Every line of the material below should be repeated exactly.
__________
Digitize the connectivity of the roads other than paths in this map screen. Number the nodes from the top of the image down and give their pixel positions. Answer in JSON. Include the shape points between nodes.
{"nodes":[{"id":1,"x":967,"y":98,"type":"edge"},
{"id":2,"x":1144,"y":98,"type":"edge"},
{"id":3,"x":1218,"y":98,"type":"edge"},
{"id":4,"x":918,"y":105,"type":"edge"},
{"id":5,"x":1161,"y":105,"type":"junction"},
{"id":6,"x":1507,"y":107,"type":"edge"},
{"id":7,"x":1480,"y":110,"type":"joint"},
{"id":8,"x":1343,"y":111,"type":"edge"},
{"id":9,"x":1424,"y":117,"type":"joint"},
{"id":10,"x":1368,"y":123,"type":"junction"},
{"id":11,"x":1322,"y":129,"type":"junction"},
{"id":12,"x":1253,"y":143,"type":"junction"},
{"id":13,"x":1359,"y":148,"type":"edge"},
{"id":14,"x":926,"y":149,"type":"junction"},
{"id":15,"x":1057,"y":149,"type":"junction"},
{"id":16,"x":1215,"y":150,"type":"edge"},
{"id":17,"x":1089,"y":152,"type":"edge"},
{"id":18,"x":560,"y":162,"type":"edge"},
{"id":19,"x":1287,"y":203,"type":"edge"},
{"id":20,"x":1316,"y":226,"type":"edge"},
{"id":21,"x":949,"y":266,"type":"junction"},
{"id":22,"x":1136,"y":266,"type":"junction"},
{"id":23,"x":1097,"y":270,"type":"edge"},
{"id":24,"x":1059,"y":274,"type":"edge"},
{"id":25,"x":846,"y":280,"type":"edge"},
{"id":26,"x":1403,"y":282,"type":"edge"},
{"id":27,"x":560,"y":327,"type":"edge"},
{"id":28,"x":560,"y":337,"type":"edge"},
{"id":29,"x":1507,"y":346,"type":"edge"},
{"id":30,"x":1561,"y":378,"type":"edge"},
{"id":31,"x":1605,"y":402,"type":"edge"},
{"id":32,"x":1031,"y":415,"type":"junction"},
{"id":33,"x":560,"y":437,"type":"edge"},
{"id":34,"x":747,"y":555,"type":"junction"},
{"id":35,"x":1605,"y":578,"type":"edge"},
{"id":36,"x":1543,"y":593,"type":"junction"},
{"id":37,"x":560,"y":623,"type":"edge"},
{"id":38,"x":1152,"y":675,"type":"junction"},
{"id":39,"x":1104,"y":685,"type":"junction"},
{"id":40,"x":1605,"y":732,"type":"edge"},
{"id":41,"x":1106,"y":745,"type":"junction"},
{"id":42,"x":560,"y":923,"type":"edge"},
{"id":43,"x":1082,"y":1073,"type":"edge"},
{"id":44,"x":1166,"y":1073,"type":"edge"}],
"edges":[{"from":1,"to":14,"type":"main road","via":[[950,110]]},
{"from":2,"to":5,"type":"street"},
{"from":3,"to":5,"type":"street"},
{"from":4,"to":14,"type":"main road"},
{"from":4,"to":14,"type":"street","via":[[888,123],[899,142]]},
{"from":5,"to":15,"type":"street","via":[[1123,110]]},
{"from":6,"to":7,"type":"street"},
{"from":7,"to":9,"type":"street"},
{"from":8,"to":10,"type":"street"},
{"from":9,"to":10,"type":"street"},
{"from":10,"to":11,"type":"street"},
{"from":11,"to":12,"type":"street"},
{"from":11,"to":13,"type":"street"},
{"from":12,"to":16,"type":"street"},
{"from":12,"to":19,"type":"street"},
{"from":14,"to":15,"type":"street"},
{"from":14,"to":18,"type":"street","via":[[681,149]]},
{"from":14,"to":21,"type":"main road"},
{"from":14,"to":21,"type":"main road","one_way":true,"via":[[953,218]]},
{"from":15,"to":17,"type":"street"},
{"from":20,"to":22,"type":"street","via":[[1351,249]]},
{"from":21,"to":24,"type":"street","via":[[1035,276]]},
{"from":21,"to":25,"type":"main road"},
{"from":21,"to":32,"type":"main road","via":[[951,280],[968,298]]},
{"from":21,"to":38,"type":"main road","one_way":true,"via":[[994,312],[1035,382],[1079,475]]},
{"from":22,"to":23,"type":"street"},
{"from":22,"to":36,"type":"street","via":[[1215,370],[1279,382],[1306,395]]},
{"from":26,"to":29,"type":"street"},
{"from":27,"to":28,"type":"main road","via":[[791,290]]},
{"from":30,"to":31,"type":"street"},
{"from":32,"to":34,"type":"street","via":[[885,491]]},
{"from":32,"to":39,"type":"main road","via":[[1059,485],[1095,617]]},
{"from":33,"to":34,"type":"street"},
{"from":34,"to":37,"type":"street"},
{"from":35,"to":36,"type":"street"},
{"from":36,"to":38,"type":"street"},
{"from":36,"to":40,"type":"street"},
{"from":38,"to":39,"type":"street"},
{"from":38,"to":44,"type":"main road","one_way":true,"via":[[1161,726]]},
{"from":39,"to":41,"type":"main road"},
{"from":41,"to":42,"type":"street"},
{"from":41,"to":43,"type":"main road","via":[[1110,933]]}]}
__________
* Solved exercise
Digitize the connectivity of the roads other than paths in this map screen. Number the nodes from the top of the image down and give their pixel positions. Answer in JSON. Include the shape points between nodes.
{"nodes":[{"id":1,"x":967,"y":98,"type":"edge"},
{"id":2,"x":1144,"y":98,"type":"edge"},
{"id":3,"x":1218,"y":98,"type":"edge"},
{"id":4,"x":918,"y":105,"type":"edge"},
{"id":5,"x":1161,"y":105,"type":"junction"},
{"id":6,"x":1507,"y":107,"type":"edge"},
{"id":7,"x":1480,"y":110,"type":"joint"},
{"id":8,"x":1343,"y":111,"type":"edge"},
{"id":9,"x":1424,"y":117,"type":"joint"},
{"id":10,"x":1368,"y":123,"type":"junction"},
{"id":11,"x":1322,"y":129,"type":"junction"},
{"id":12,"x":1253,"y":143,"type":"junction"},
{"id":13,"x":1359,"y":148,"type":"edge"},
{"id":14,"x":926,"y":149,"type":"junction"},
{"id":15,"x":1057,"y":149,"type":"junction"},
{"id":16,"x":1215,"y":150,"type":"edge"},
{"id":17,"x":1089,"y":152,"type":"edge"},
{"id":18,"x":560,"y":162,"type":"edge"},
{"id":19,"x":1287,"y":203,"type":"edge"},
{"id":20,"x":1316,"y":226,"type":"edge"},
{"id":21,"x":949,"y":266,"type":"junction"},
{"id":22,"x":1136,"y":266,"type":"junction"},
{"id":23,"x":1097,"y":270,"type":"edge"},
{"id":24,"x":1059,"y":274,"type":"edge"},
{"id":25,"x":846,"y":280,"type":"edge"},
{"id":26,"x":1403,"y":282,"type":"edge"},
{"id":27,"x":560,"y":327,"type":"edge"},
{"id":28,"x":560,"y":337,"type":"edge"},
{"id":29,"x":1507,"y":346,"type":"edge"},
{"id":30,"x":1561,"y":378,"type":"edge"},
{"id":31,"x":1605,"y":402,"type":"edge"},
{"id":32,"x":1031,"y":415,"type":"junction"},
{"id":33,"x":560,"y":437,"type":"edge"},
{"id":34,"x":747,"y":555,"type":"junction"},
{"id":35,"x":1605,"y":578,"type":"edge"},
{"id":36,"x":1543,"y":593,"type":"junction"},
{"id":37,"x":560,"y":623,"type":"edge"},
{"id":38,"x":1152,"y":675,"type":"junction"},
{"id":39,"x":1104,"y":685,"type":"junction"},
{"id":40,"x":1605,"y":732,"type":"edge"},
{"id":41,"x":1106,"y":745,"type":"junction"},
{"id":42,"x":560,"y":923,"type":"edge"},
{"id":43,"x":1082,"y":1073,"type":"edge"},
{"id":44,"x":1166,"y":1073,"type":"edge"}],
"edges":[{"from":1,"to":14,"type":"main road","via":[[950,110]]},
{"from":2,"to":5,"type":"street"},
{"from":3,"to":5,"type":"street"},
{"from":4,"to":14,"type":"main road"},
{"from":4,"to":14,"type":"street","via":[[888,123],[899,142]]},
{"from":5,"to":15,"type":"street","via":[[1123,110]]},
{"from":6,"to":7,"type":"street"},
{"from":7,"to":9,"type":"street"},
{"from":8,"to":10,"type":"street"},
{"from":9,"to":10,"type":"street"},
{"from":10,"to":11,"type":"street"},
{"from":11,"to":12,"type":"street"},
{"from":11,"to":13,"type":"street"},
{"from":12,"to":16,"type":"street"},
{"from":12,"to":19,"type":"street"},
{"from":14,"to":15,"type":"street"},
{"from":14,"to":18,"type":"street","via":[[681,149]]},
{"from":14,"to":21,"type":"main road"},
{"from":14,"to":21,"type":"main road","one_way":true,"via":[[953,218]]},
{"from":15,"to":17,"type":"street"},
{"from":20,"to":22,"type":"street","via":[[1351,249]]},
{"from":21,"to":24,"type":"street","via":[[1035,276]]},
{"from":21,"to":25,"type":"main road"},
{"from":21,"to":32,"type":"main road","via":[[951,280],[968,298]]},
{"from":21,"to":38,"type":"main road","one_way":true,"via":[[994,312],[1035,382],[1079,475]]},
{"from":22,"to":23,"type":"street"},
{"from":22,"to":36,"type":"street","via":[[1215,370],[1279,382],[1306,395]]},
{"from":26,"to":29,"type":"street"},
{"from":27,"to":28,"type":"main road","via":[[791,290]]},
{"from":30,"to":31,"type":"street"},
{"from":32,"to":34,"type":"street","via":[[885,491]]},
{"from":32,"to":39,"type":"main road","via":[[1059,485],[1095,617]]},
{"from":33,"to":34,"type":"street"},
{"from":34,"to":37,"type":"street"},
{"from":35,"to":36,"type":"street"},
{"from":36,"to":38,"type":"street"},
{"from":36,"to":40,"type":"street"},
{"from":38,"to":39,"type":"street"},
{"from":38,"to":44,"type":"main road","one_way":true,"via":[[1161,726]]},
{"from":39,"to":41,"type":"main road"},
{"from":41,"to":42,"type":"street"},
{"from":41,"to":43,"type":"main road","via":[[1110,933]]}]}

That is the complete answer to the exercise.